Your assignment: Would you write out the entries that follow word for word, omitting any images?

(Dataset entries)
==================================================
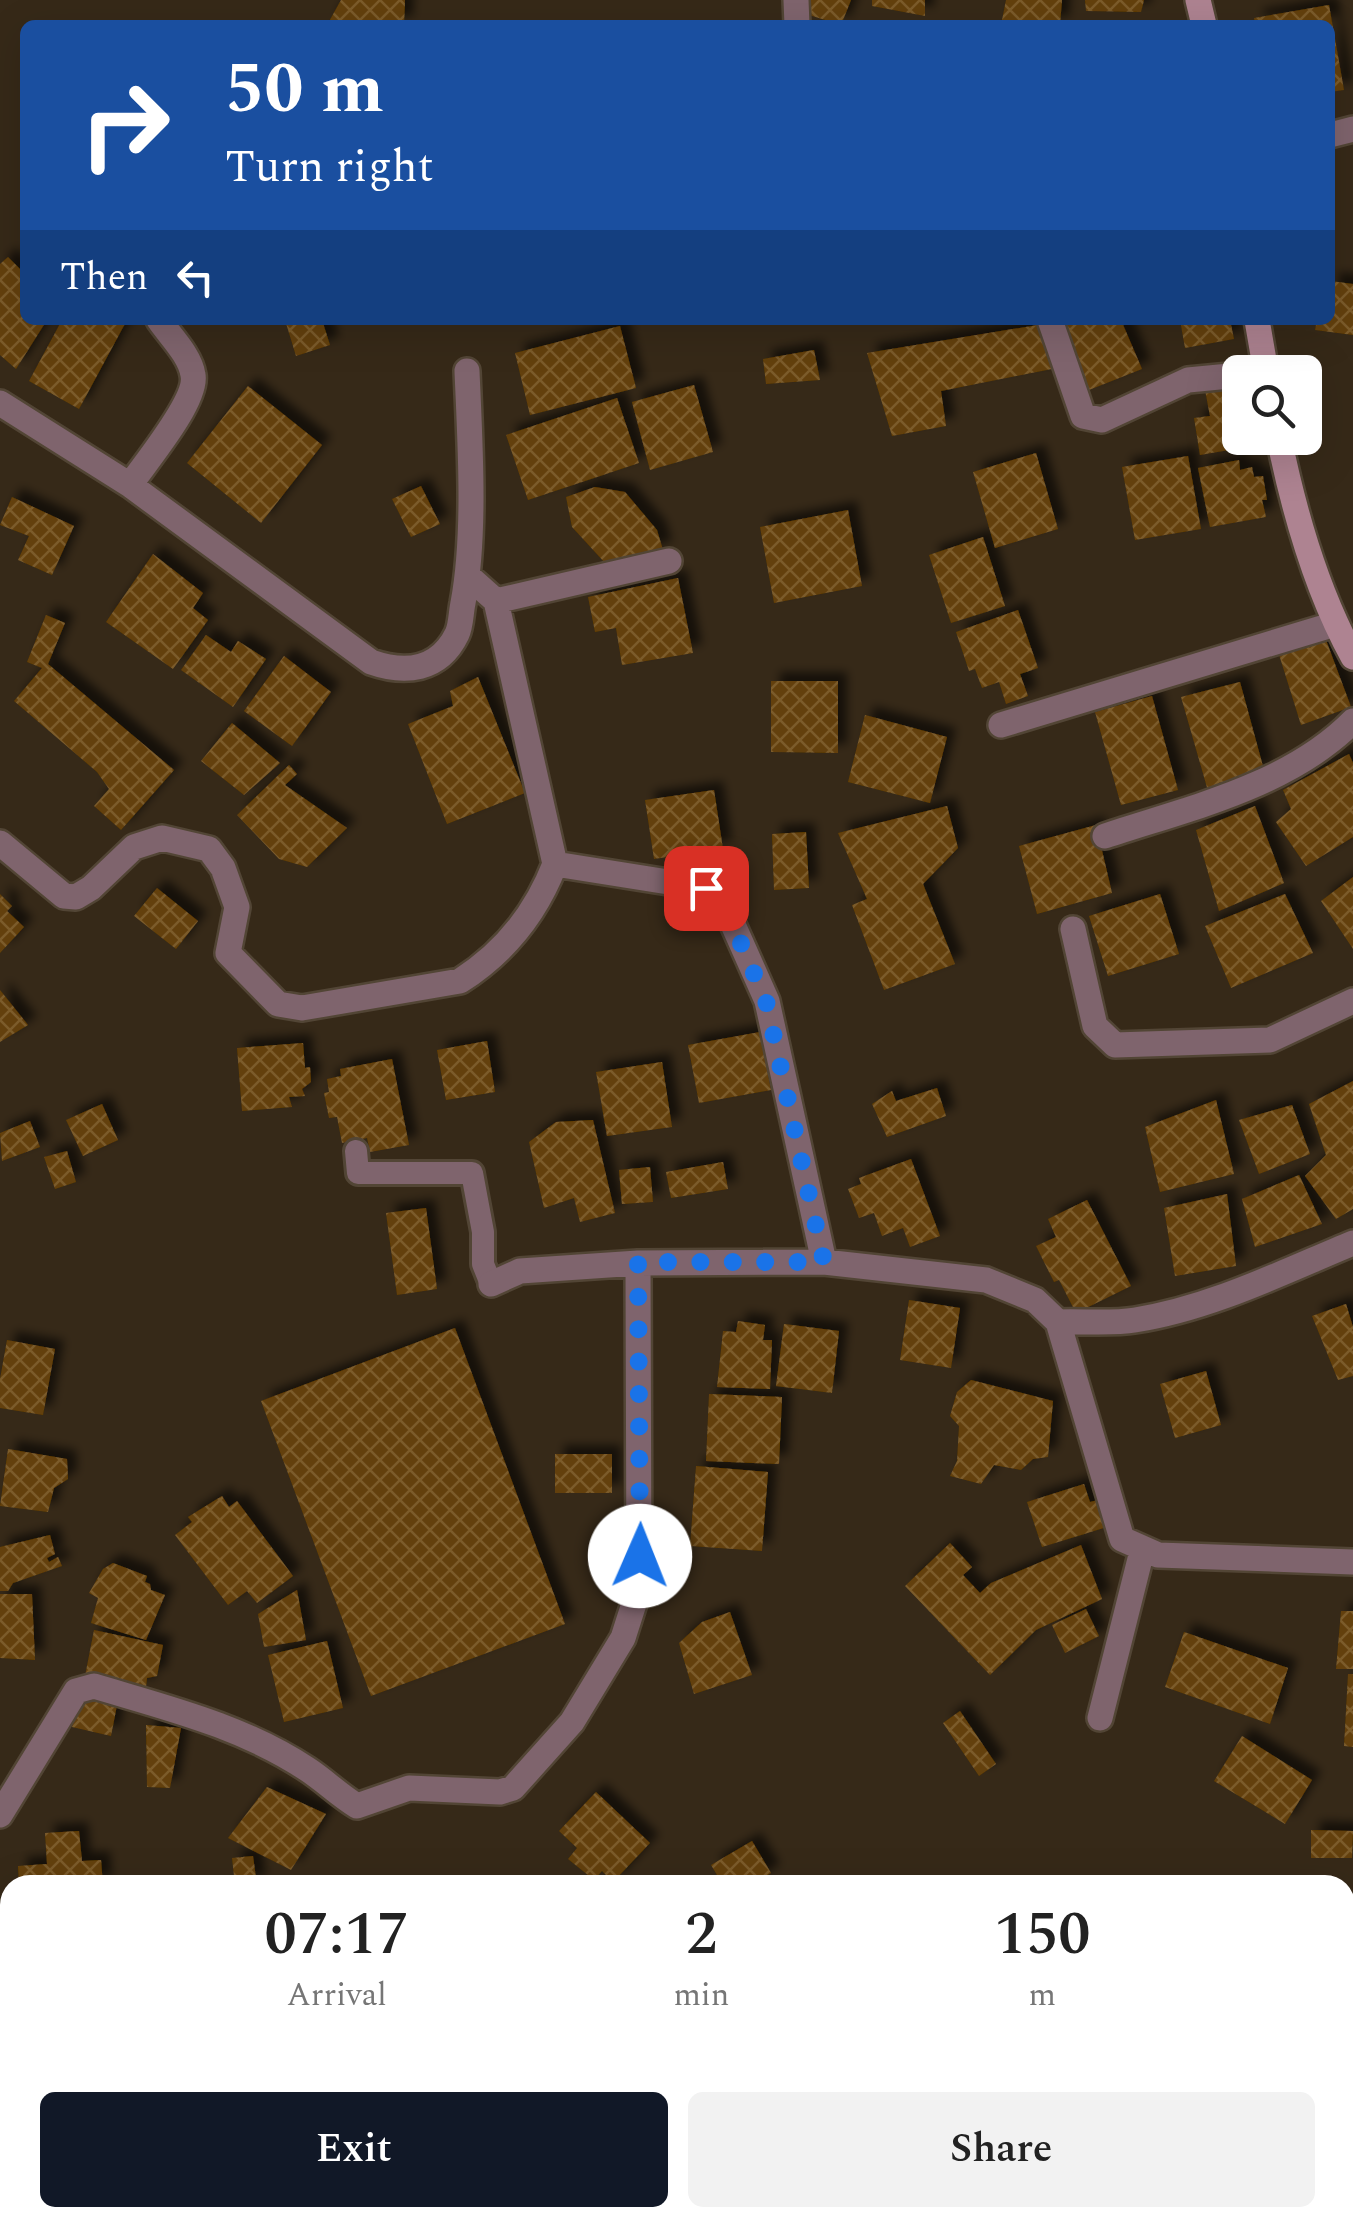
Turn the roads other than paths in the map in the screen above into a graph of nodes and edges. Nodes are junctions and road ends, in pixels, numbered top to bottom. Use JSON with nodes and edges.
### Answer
{"nodes":[{"id":1,"x":162,"y":325,"type":"edge"},
{"id":2,"x":1052,"y":325,"type":"edge"},
{"id":3,"x":1258,"y":325,"type":"edge"},
{"id":4,"x":1262,"y":355,"type":"edge"},
{"id":5,"x":467,"y":371,"type":"dead end"},
{"id":6,"x":1222,"y":376,"type":"edge"},
{"id":7,"x":0,"y":402,"type":"edge"},
{"id":8,"x":1282,"y":455,"type":"edge"},
{"id":9,"x":130,"y":485,"type":"junction"},
{"id":10,"x":670,"y":561,"type":"dead end"},
{"id":11,"x":468,"y":576,"type":"junction"},
{"id":12,"x":496,"y":601,"type":"junction"},
{"id":13,"x":1335,"y":624,"type":"junction"},
{"id":14,"x":1353,"y":656,"type":"edge"},
{"id":15,"x":1353,"y":721,"type":"edge"},
{"id":16,"x":1001,"y":726,"type":"dead end"},
{"id":17,"x":1106,"y":836,"type":"dead end"},
{"id":18,"x":0,"y":844,"type":"edge"},
{"id":19,"x":555,"y":864,"type":"junction"},
{"id":20,"x":1073,"y":929,"type":"dead end"},
{"id":21,"x":1353,"y":1000,"type":"edge"},
{"id":22,"x":356,"y":1151,"type":"dead end"},
{"id":23,"x":1353,"y":1242,"type":"edge"},
{"id":24,"x":638,"y":1262,"type":"junction"},
{"id":25,"x":824,"y":1262,"type":"junction"},
{"id":26,"x":491,"y":1284,"type":"joint"},
{"id":27,"x":1058,"y":1322,"type":"junction"},
{"id":28,"x":1142,"y":1551,"type":"junction"},
{"id":29,"x":1353,"y":1562,"type":"edge"},
{"id":30,"x":1100,"y":1718,"type":"dead end"},
{"id":31,"x":0,"y":1815,"type":"edge"}],
"edges":[{"from":1,"to":9,"type":"street"},
{"from":2,"to":6,"type":"street"},
{"from":3,"to":4,"type":"street"},
{"from":5,"to":11,"type":"street"},
{"from":7,"to":9,"type":"street"},
{"from":8,"to":13,"type":"street"},
{"from":9,"to":11,"type":"street"},
{"from":10,"to":12,"type":"street"},
{"from":11,"to":12,"type":"street"},
{"from":12,"to":19,"type":"street"},
{"from":13,"to":14,"type":"street"},
{"from":13,"to":16,"type":"street"},
{"from":15,"to":17,"type":"street"},
{"from":18,"to":19,"type":"street"},
{"from":19,"to":25,"type":"street"},
{"from":20,"to":21,"type":"street"},
{"from":22,"to":26,"type":"lane"},
{"from":23,"to":27,"type":"street"},
{"from":24,"to":25,"type":"street"},
{"from":24,"to":26,"type":"street"},
{"from":24,"to":31,"type":"street"},
{"from":25,"to":27,"type":"street"},
{"from":27,"to":28,"type":"street"},
{"from":28,"to":29,"type":"street"},
{"from":28,"to":30,"type":"street"}]}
==================================================
Result for this task:
Turn the roads other than paths in the map in the screen above into a graph of nodes and edges. Nodes are junctions and road ends, in pixels, numbered top to bottom. Use JSON with nodes and edges.
### Answer
{"nodes":[{"id":1,"x":162,"y":325,"type":"edge"},
{"id":2,"x":1052,"y":325,"type":"edge"},
{"id":3,"x":1258,"y":325,"type":"edge"},
{"id":4,"x":1262,"y":355,"type":"edge"},
{"id":5,"x":467,"y":371,"type":"dead end"},
{"id":6,"x":1222,"y":376,"type":"edge"},
{"id":7,"x":0,"y":402,"type":"edge"},
{"id":8,"x":1282,"y":455,"type":"edge"},
{"id":9,"x":130,"y":485,"type":"junction"},
{"id":10,"x":670,"y":561,"type":"dead end"},
{"id":11,"x":468,"y":576,"type":"junction"},
{"id":12,"x":496,"y":601,"type":"junction"},
{"id":13,"x":1335,"y":624,"type":"junction"},
{"id":14,"x":1353,"y":656,"type":"edge"},
{"id":15,"x":1353,"y":721,"type":"edge"},
{"id":16,"x":1001,"y":726,"type":"dead end"},
{"id":17,"x":1106,"y":836,"type":"dead end"},
{"id":18,"x":0,"y":844,"type":"edge"},
{"id":19,"x":555,"y":864,"type":"junction"},
{"id":20,"x":1073,"y":929,"type":"dead end"},
{"id":21,"x":1353,"y":1000,"type":"edge"},
{"id":22,"x":356,"y":1151,"type":"dead end"},
{"id":23,"x":1353,"y":1242,"type":"edge"},
{"id":24,"x":638,"y":1262,"type":"junction"},
{"id":25,"x":824,"y":1262,"type":"junction"},
{"id":26,"x":491,"y":1284,"type":"joint"},
{"id":27,"x":1058,"y":1322,"type":"junction"},
{"id":28,"x":1142,"y":1551,"type":"junction"},
{"id":29,"x":1353,"y":1562,"type":"edge"},
{"id":30,"x":1100,"y":1718,"type":"dead end"},
{"id":31,"x":0,"y":1815,"type":"edge"}],
"edges":[{"from":1,"to":9,"type":"street"},
{"from":2,"to":6,"type":"street"},
{"from":3,"to":4,"type":"street"},
{"from":5,"to":11,"type":"street"},
{"from":7,"to":9,"type":"street"},
{"from":8,"to":13,"type":"street"},
{"from":9,"to":11,"type":"street"},
{"from":10,"to":12,"type":"street"},
{"from":11,"to":12,"type":"street"},
{"from":12,"to":19,"type":"street"},
{"from":13,"to":14,"type":"street"},
{"from":13,"to":16,"type":"street"},
{"from":15,"to":17,"type":"street"},
{"from":18,"to":19,"type":"street"},
{"from":19,"to":25,"type":"street"},
{"from":20,"to":21,"type":"street"},
{"from":22,"to":26,"type":"lane"},
{"from":23,"to":27,"type":"street"},
{"from":24,"to":25,"type":"street"},
{"from":24,"to":26,"type":"street"},
{"from":24,"to":31,"type":"street"},
{"from":25,"to":27,"type":"street"},
{"from":27,"to":28,"type":"street"},
{"from":28,"to":29,"type":"street"},
{"from":28,"to":30,"type":"street"}]}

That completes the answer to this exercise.